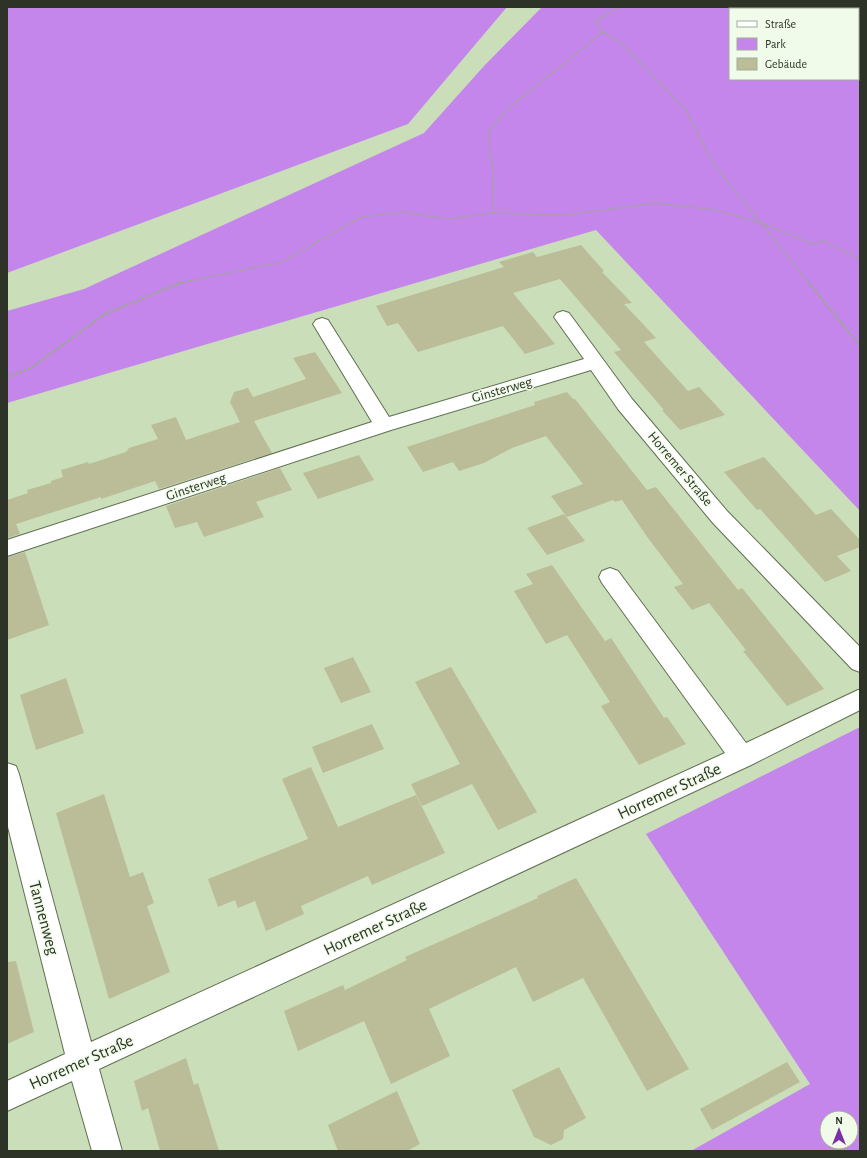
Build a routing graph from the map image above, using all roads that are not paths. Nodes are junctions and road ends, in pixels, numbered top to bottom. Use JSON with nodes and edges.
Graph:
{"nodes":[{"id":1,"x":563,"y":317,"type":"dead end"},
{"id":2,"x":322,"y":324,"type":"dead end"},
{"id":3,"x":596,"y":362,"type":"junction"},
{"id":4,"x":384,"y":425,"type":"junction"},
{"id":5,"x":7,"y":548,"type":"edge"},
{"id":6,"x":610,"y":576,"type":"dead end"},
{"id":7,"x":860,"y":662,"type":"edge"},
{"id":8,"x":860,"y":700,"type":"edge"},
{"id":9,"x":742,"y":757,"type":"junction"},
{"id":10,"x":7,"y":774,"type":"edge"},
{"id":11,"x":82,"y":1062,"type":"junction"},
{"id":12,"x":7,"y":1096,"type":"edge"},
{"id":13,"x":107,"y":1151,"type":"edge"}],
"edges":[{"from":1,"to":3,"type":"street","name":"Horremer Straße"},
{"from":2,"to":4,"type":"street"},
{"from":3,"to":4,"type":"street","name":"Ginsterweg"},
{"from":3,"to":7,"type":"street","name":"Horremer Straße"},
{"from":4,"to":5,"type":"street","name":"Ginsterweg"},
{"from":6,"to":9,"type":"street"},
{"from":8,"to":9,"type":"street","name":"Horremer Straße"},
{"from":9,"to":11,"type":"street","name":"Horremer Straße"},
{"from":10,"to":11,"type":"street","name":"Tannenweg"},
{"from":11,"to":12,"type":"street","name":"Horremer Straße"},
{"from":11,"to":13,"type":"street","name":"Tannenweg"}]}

------------------------------

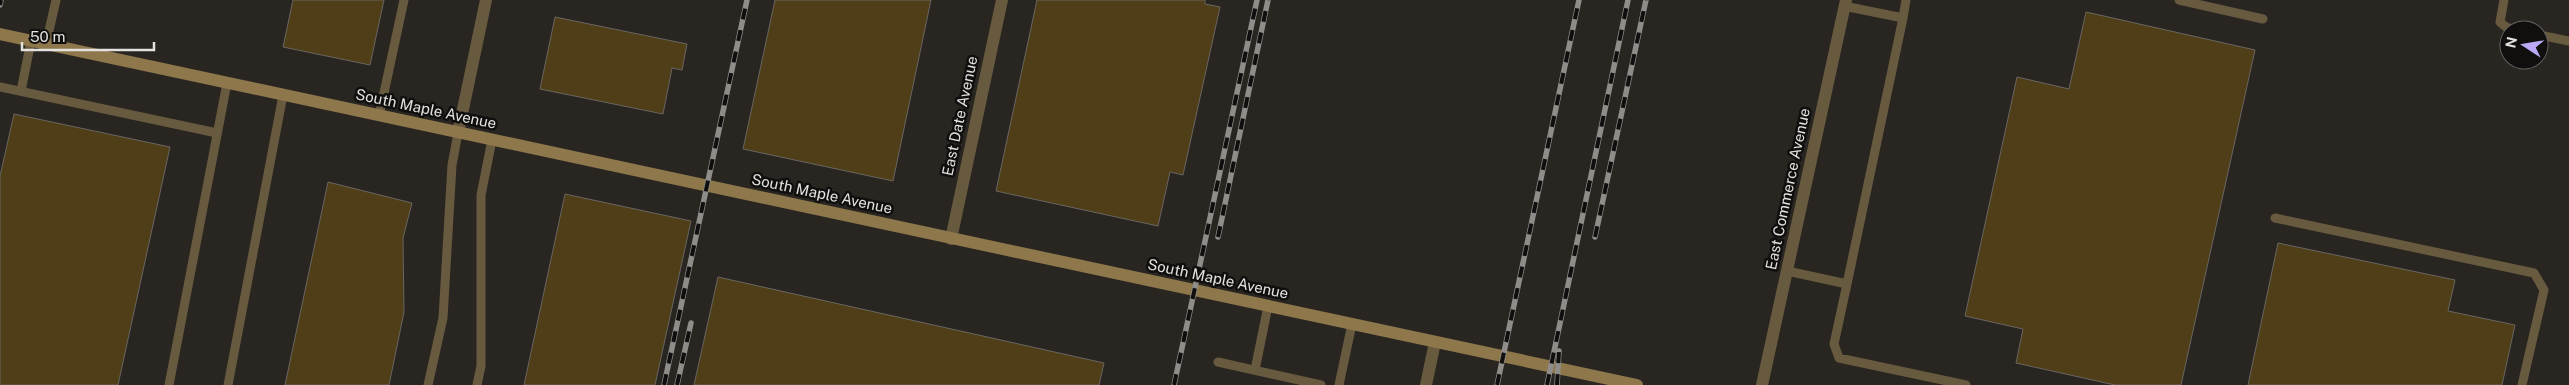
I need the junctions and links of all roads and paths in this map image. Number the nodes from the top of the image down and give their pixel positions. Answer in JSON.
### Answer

------------------------------

Copy the lines of the entries above that mention "Answer".

— Result of the task —
I need the junctions and links of all roads and paths in this map image. Number the nodes from the top of the image down and give their pixel positions. Answer in JSON.
### Answer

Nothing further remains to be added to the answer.